Data Vault is a modern data modeling technique designed for agile, scalable, and auditable enterprise data warehouses. It separates core business concepts, their relationships, and descriptive attributes into distinct components.
It is a "write-optimized" modeling style.

Key Components:
- Hub – Stores unique business keys (e.g., CustomerID)
- Link – Stores relationships between hubs (e.g., Customer ↔ Order)
- Satellite – Stores descriptive attributes and history (e.g., Customer Name, Status)
- Point-In-Time (PIT) - Some satellites and hubs are pre-joined and provide some WHERE conditions with "point in time" filtering. Bridge tables (PIT) pre-joins hubs or entities to provide a flattened "dimensional table" like views for Entities.
- Raw Vault – Data is modeled as Hubs, Links and Satellite tables in the Raw Data Vault
- Business vault – Created by applying All the ETL business rules, data quality rules, cleansing and conforming rules.

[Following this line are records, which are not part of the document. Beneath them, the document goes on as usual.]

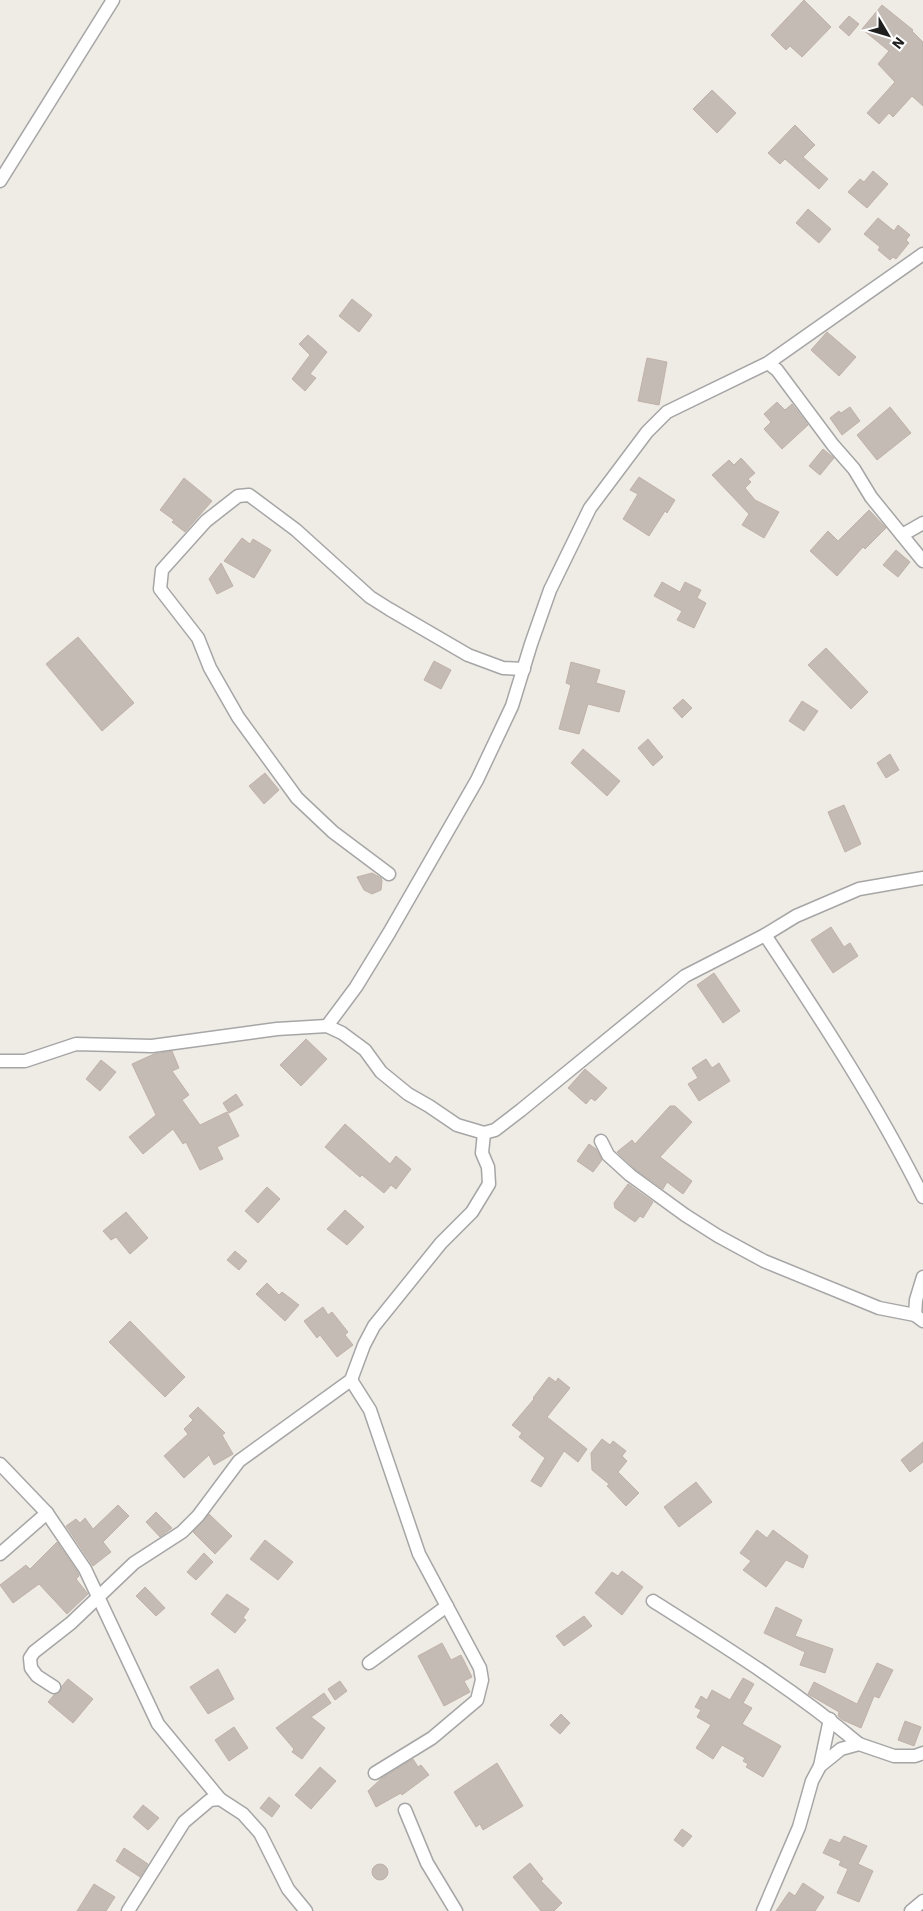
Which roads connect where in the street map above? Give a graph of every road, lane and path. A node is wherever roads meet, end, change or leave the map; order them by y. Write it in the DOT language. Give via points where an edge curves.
graph roads {
  1 [pos="113,0"];
  2 [pos="0,181"];
  3 [pos="923,254"];
  4 [pos="768,363"];
  5 [pos="923,523"];
  6 [pos="902,535"];
  7 [pos="923,561"];
  8 [pos="524,669"];
  9 [pos="389,874"];
  10 [pos="923,878"];
  11 [pos="765,935"];
  12 [pos="327,1026"];
  13 [pos="0,1061"];
  14 [pos="484,1134"];
  15 [pos="600,1141"];
  16 [pos="923,1197"];
  17 [pos="923,1277"];
  18 [pos="919,1318"];
  19 [pos="352,1380"];
  20 [pos="0,1464"];
  21 [pos="47,1513"];
  22 [pos="0,1554"];
  23 [pos="98,1597"];
  24 [pos="653,1600"];
  25 [pos="447,1606"];
  26 [pos="369,1663"];
  27 [pos="54,1687"];
  28 [pos="830,1720"];
  29 [pos="859,1744"];
  30 [pos="923,1753"];
  31 [pos="820,1766"];
  32 [pos="375,1773"];
  33 [pos="220,1800"];
  34 [pos="405,1810"];
  35 [pos="923,1901"];
  36 [pos="128,1911"];
  37 [pos="306,1911"];
  38 [pos="456,1911"];
  39 [pos="763,1911"];
  40 [pos="911,1911"];
  1 -- 2 [label="street"];
  3 -- 4 [label="street"];
  4 -- 6 [label="street" via="777,370"];
  4 -- 8 [label="street" via="667,412 647,432 590,508 550,590"];
  5 -- 6 [label="street"];
  6 -- 7 [label="street"];
  8 -- 9 [label="street" via="503,668 468,655 370,597 296,530 249,495 238,496 226,504 162,570 160,590 198,638 210,668 238,718 271,764 333,832"];
  8 -- 12 [label="street" via="512,706 477,780 356,987"];
  10 -- 11 [label="street" via="859,888 796,916"];
  11 -- 14 [label="street" via="685,976 495,1130"];
  11 -- 16 [label="street" via="852,1070"];
  12 -- 13 [label="street" via="277,1029 152,1046 76,1044 25,1061"];
  12 -- 14 [label="street" via="365,1050 381,1072 408,1094 457,1125"];
  14 -- 19 [label="street" via="482,1153 488,1167 489,1184 472,1212 441,1243 374,1326"];
  15 -- 18 [label="street" via="608,1155 630,1174 718,1236 764,1261 879,1308"];
  17 -- 18 [label="street" via="916,1300"];
  19 -- 23 [label="street" via="239,1461 182,1532 134,1563"];
  19 -- 25 [label="street" via="370,1410 419,1554"];
  20 -- 21 [label="street"];
  21 -- 22 [label="street"];
  21 -- 23 [label="street" via="85,1569"];
  23 -- 27 [label="street" via="30,1658 37,1676"];
  23 -- 33 [label="street" via="158,1724"];
  24 -- 28 [label="street" via="745,1659"];
  25 -- 26 [label="street"];
  25 -- 32 [label="street" via="480,1668 482,1680 477,1700 432,1738"];
  28 -- 29 [label="street"];
  28 -- 31 [label="street"];
  29 -- 30 [label="street" via="894,1756"];
  29 -- 31 [label="street" via="841,1749"];
  31 -- 39 [label="street" via="812,1781 799,1827"];
  33 -- 36 [label="street" via="210,1800 184,1822"];
  33 -- 37 [label="street" via="243,1814 260,1833 288,1889"];
  34 -- 38 [label="street" via="427,1863"];
  35 -- 40 [label="street"];
}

It can serve as an enterprise "central repository" of standardized cleansed data.
Why Use it?
- Scalability: Hubs are unlikely to change so it adds the stability and Satellite the flexibility as it can be extended easily for Hub Keys, which makes the model Scalable & audit friendly.
- Parallelism: High Level of parallelism can be achieved as there is less dependency between the tables of the model. For example, hubs or satellites for the customer, product, order could all be loaded in parallel.
- Canonical: Uses the source metadata in Raw Vault to preserve the single version of Facts.
- Adaptability: New Hubs or Satellites could be easily added to the model incrementally without massive refactoring of ETL.
- Databricks Alignment: DV approaches aligns with Lakehouse approach.
Design Consideration for Databricks:
- Key Management: Building the Business Key for HUBs can be done by hashing algorithms.
- Staging Layer: DV needs building landing/ staging zone that would act as Bronze layer of medallion Architecture.
- Building Medallion Architecture for Raw & Business Vault with PIT Tables: Creation of Hub, Satellite and Link tables can be done in Silver layer. Additionally applying the business rules and creating the Business vault can be served as Central Repository of Data platform.
- DLT Alignment:
  - Parallel Processing for Hub and Sat Tables
  - Sat Tables load can be configured for any change.
  - Sequential Dependency for Links and BV.
  - Apply DQ checks to build BV layer
  - PIT table creation can be orchestrated by MV.
Implementation of DV on Databricks:
- Bronze Layer: Bronze Layer is created from ingested data. It may require to process/flatten complex structured data
- Raw Vault: It requires to create Hub, Sat and Link tables. It will be Single Source of Truth for Data platform on Databricks.
  - The key columns used for this layer would be created by applying hashing function. For example - sha1(concat(UPPER(TRIM(c_name)),UPPER(TRIM(c_address)),UPPER(TRIM(c_phone)),UPPER(TRIM(c_mktsegment)))) as hash_diff
  - Add Timestamp Columns for Auditing purpose.
  - DQ Rules on top of Raw Vault tables can be added to populate the Business Vault by using Expect from DLT.
- Business Vault: Apply the business/ transformation logic on top of Raw layer.
- Data Mart by PIT: This layer would be used for consumption directly and refreshing with incremental data set or building point in time views for latest data sets can be done my building MV on top of DLT.
  - This would act as typical denormalized table of Dimension modelling.
  - If complex join logics to be built for consumption, it can be pre-build and stored in Delta table for later consumption.
- DLT Pipeline Setup:
  - Setup Orchestration for parallel/ Sequential processing.
  - Set re-start ability to handle the failures
Optimization Techniques:
- Use Delta Formatted tables for Raw Vault, Business Vault and Gold layer tables.
- Make sure to use OPTIMIZE and Z-order indexes on all join keys of Hubs, Links and Satellites.
- Do not over partition the tables -especially the smaller satellites tables. Use Bloom filter indexing on Date columns, current flag columns and predicate columns that are typically filtered on to ensure best performance - especially if you need to create additional indices apart from Z-order.
- Delta Live Tables (Materialized Views) makes creating and managing PIT tables very easy.
- Reduce the optimize.maxFileSize to a lower number, such as 32-64MB vs. the default of 1 GB. By creating smaller files, you can benefit from file pruning and minimize the I/O retrieving the data you need to join.
- Data Vault model has comparatively more joins, so use the latest version of DBR which ensures that the Adaptive Query Execution is ON by default so that the best Join strategy is automatically used. Use Join hints only if necessary. ( for advanced performance tuning).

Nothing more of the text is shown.